Of course, all three options still require some kind of interface equipment at the end user location—after all, there has to be a screen to look at and a keyboard to type on. For the first option, the current hardware can be left in place. For the latter two options, an existing desktop can be use. However, a thin client is also a possibility. This presents the intriguing opportunity to implement VDI for current users, using their existing desktop machines; when new users join the company (or a desktop machine for an existing user needs to be replaced) a thin client device is given to the user. The cost differential between a fully-scaled desktop device and a thin client can be very large; I've heard $200, quantity of one, quoted for thin clients.
Of course, there are other factors to be considered. The capacity of the network needs to be examined to see if it can handle the traffic between the data center and the desktop locations. Also, the cooling capacity dispersed to end user locations must be available within the data center.
On the other hand, client device reliability should go up significantly with centralized administration. Operations staff on-site visits to end user device locations should drop as a result.

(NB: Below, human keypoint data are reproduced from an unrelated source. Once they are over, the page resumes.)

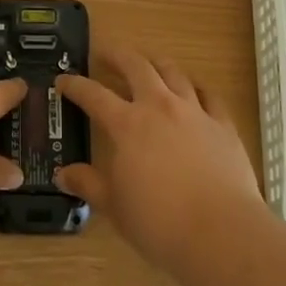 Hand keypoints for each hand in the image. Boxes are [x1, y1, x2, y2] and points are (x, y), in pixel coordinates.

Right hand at [55, 46, 262, 278]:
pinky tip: (194, 90)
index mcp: (127, 125)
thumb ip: (89, 185)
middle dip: (117, 55)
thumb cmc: (160, 223)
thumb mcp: (115, 207)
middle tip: (104, 52)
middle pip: (136, 66)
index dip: (75, 85)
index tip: (63, 80)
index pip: (94, 95)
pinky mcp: (223, 125)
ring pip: (173, 72)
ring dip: (156, 63)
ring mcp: (194, 112)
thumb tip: (63, 174)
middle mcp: (159, 107)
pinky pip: (209, 95)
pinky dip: (197, 87)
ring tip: (148, 62)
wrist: (222, 233) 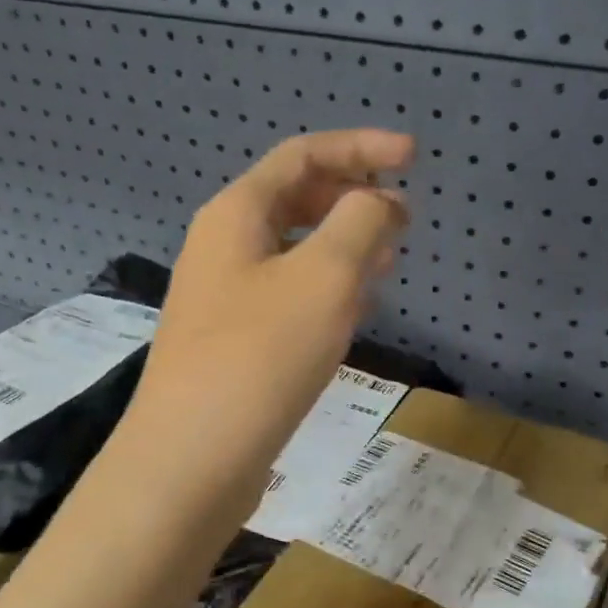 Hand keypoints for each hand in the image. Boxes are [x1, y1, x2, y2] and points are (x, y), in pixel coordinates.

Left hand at [127, 129, 412, 507]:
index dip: (361, 148)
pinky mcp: (235, 343)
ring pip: (295, 251)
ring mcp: (225, 298)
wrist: (193, 458)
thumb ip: (360, 223)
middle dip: (353, 198)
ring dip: (344, 245)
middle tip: (405, 219)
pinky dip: (327, 288)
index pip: (304, 156)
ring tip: (390, 260)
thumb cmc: (260, 356)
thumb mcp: (324, 277)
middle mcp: (224, 247)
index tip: (414, 157)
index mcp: (237, 214)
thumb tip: (378, 203)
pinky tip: (353, 310)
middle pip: (295, 199)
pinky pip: (288, 294) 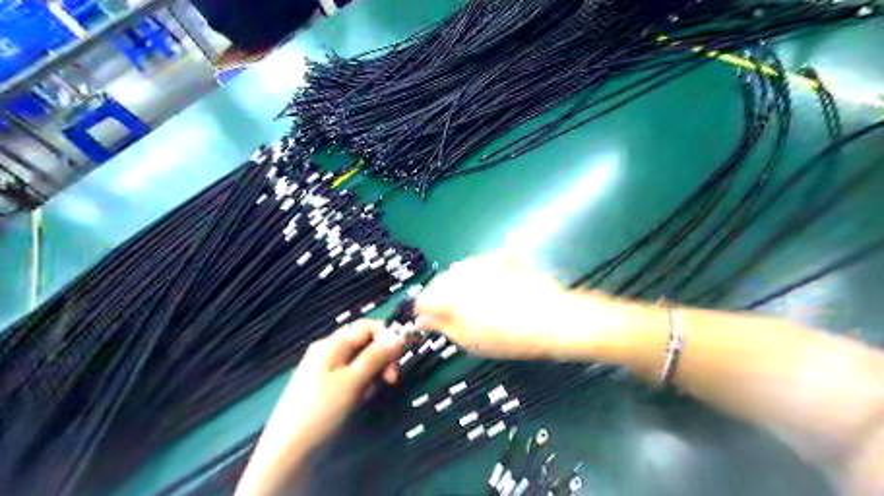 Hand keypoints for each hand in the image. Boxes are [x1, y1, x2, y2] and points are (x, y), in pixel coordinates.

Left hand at [278, 319, 406, 447]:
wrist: (288, 450)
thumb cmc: (322, 409)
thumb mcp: (353, 381)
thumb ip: (376, 356)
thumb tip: (399, 336)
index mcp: (332, 344)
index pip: (366, 327)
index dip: (386, 335)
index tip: (401, 355)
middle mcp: (329, 352)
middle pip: (364, 344)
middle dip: (381, 358)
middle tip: (392, 379)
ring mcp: (326, 370)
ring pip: (360, 363)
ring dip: (372, 374)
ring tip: (370, 394)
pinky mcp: (326, 388)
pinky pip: (351, 378)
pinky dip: (361, 385)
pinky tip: (360, 400)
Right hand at [416, 255, 572, 359]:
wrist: (550, 318)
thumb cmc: (507, 337)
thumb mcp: (469, 340)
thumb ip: (441, 326)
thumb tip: (422, 320)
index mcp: (448, 294)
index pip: (422, 299)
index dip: (425, 313)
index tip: (433, 323)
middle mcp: (460, 272)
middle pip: (438, 283)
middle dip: (441, 298)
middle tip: (457, 317)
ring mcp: (480, 261)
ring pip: (458, 272)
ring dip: (459, 286)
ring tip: (477, 304)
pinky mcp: (498, 257)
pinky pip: (478, 266)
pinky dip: (478, 276)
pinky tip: (492, 290)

I don't know that I've seen any good case studies on how the numbers might pan out for a real-world desktop virtualization implementation. Intuitively, however, desktop virtualization seems like it must be less expensive to run. However, it's often the case that a situation that, early on, made economic sense, when seen through to a later phase, doesn't make sense at all. Inertia keeps the no-longer-making-sense system in place because "it's the way it's always been done." Desktop computing made a ton of sense early on when it delivered computing ability to end users at a fraction of the cost of mainframes. It makes sense as a way to let end users perform their own computing taks. It certainly has fostered innovation because many, many apps make sense only in an end-user computing environment (the Web, anyone). But that doesn't mean that the only way to achieve those benefits in the future is to plunk an expensive, extremely powerful computing device in front of the person interacting with it.